A una pregunta de Isabel San Sebastián, los representantes patrios en Eurovisión, Amaia y Alfred, respondieron que “no existe solo una manera de querer a un país”. Los cantantes, surgidos de la última edición de Operación Triunfo, son, por definición, dos iconos de la cultura popular contemporánea, el suelo en el que hunde sus cimientos la segunda entrega de Paquita Salas y desde el que construye su muy particular revisión del negocio de la interpretación. La llegada a Netflix y la incorporación como productor de Enrique López Lavigne no ha comportado un reblandecimiento crítico de la teleserie que arrancó en Flooxer. Javier Calvo y Javier Ambrossi, lejos de caer en la trivialización discursiva, elaboran un artefacto que mezcla con extraña naturalidad orgullo profesional, reflexión sobre el medio y nostalgia disruptiva.
El primer episodio, que modifica astutamente el ‘incidente Gaztañaga’ constituye un alegato a favor de la libertad de expresión en tiempos de la ley mordaza (no olvidemos que la actriz principal, Marta Etura firmó, junto con González Molina, Dolores Redondo y las productoras/distribuidoras un comunicado desmarcándose de su compañera de reparto). Pero más allá de esa valiente pulla (y hay muchas más), en el capítulo se valora como riqueza interpretativa la diferencia oral (ese acentazo vasco), se señala la precariedad laboral del sector o la tiranía que pueden llegar a imponer los directores de casting.

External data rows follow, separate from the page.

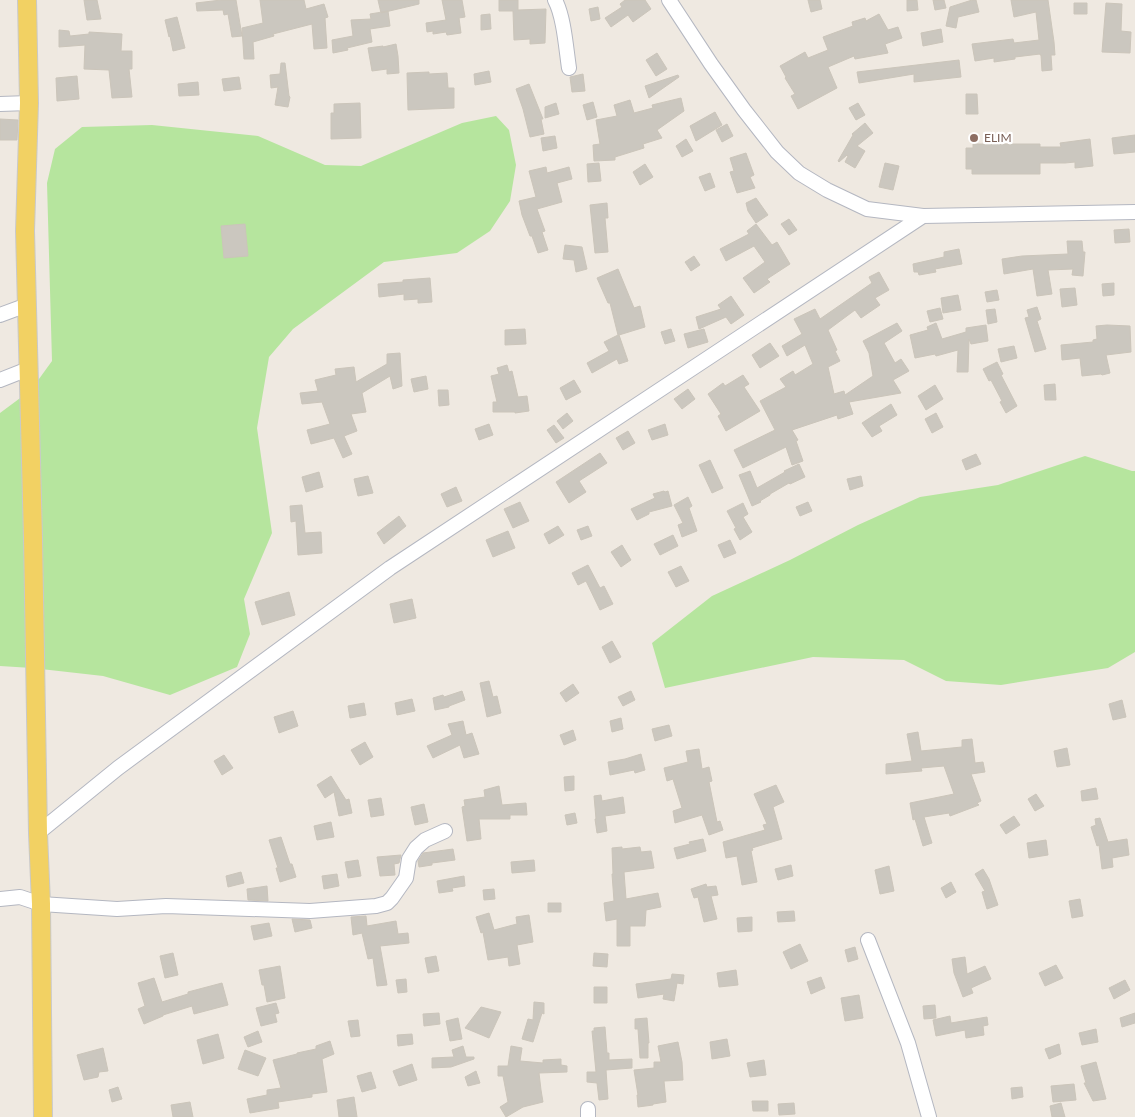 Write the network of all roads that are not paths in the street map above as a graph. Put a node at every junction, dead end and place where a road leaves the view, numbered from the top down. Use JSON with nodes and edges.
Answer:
{"nodes":[{"id":1,"x":28,"y":0,"type":"edge"},
{"id":2,"x":555,"y":0,"type":"edge"},
{"id":3,"x":669,"y":0,"type":"edge"},
{"id":4,"x":569,"y":68,"type":"dead end"},
{"id":5,"x":0,"y":104,"type":"edge"},
{"id":6,"x":30,"y":104,"type":"junction"},
{"id":7,"x":1135,"y":212,"type":"edge"},
{"id":8,"x":923,"y":216,"type":"junction"},
{"id":9,"x":27,"y":305,"type":"junction"},
{"id":10,"x":0,"y":315,"type":"edge"},
{"id":11,"x":28,"y":369,"type":"junction"},
{"id":12,"x":0,"y":380,"type":"edge"},
{"id":13,"x":445,"y":831,"type":"dead end"},
{"id":14,"x":38,"y":833,"type":"junction"},
{"id":15,"x":0,"y":899,"type":"edge"},
{"id":16,"x":41,"y":904,"type":"junction"},
{"id":17,"x":868,"y":940,"type":"dead end"},
{"id":18,"x":43,"y":1117,"type":"edge"},
{"id":19,"x":929,"y":1117,"type":"edge"}],
"edges":[{"from":1,"to":6,"type":"main road"},
{"from":2,"to":4,"type":"street"},
{"from":3,"to":8,"type":"street"},
{"from":5,"to":6,"type":"street"},
{"from":6,"to":9,"type":"main road"},
{"from":7,"to":8,"type":"street"},
{"from":8,"to":14,"type":"street"},
{"from":9,"to":10,"type":"street"},
{"from":9,"to":11,"type":"main road"},
{"from":11,"to":12,"type":"street"},
{"from":11,"to":14,"type":"main road"},
{"from":13,"to":16,"type":"street"},
{"from":14,"to":16,"type":"main road"},
{"from":15,"to":16,"type":"street"},
{"from":16,"to":18,"type":"main road"},
{"from":17,"to":19,"type":"street"}]}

Sin embargo, esa mirada crítica hacia el bisnes no oculta una ferviente defensa de la profesión actoral, y lo hace desde la reivindicación de figuras alejadas de los estándares de excelencia, rescatando de la trastienda de los noventa a actrices y actores de series de indudable éxito como Compañeros, A las once en casa o concursos como Un, dos tres, cuya progresión quedó truncada por muchas y muy diferentes eventualidades. Aquí las alfombras rojas se ven de lejos, las suites no están invadidas por centros florales y en los cócteles no se sirve Cristal. Paquita Salas cambia el glamour por los torreznos, las camas compartidas y los actores metidos a taxistas. Y lo hace apelando a la dignidad de un oficio que va mucho más allá de las portadas (y que la mayoría de las veces es ingrato). En definitiva, lo que nos regalan Javier Calvo y Javier Ambrossi no es una foto de Sara Montiel durante el rodaje de Veracruz (Robert Aldrich, 1954), sino un vídeo de la de Campo de Criptana en una gala de Noche de Fiesta, lo que, en el fondo, no deja de ser una reflexión sobre el paso del tiempo y sobre la necesidad de seguir ganándose el pan cuando la flor del éxito se parece al retrato de un cactus.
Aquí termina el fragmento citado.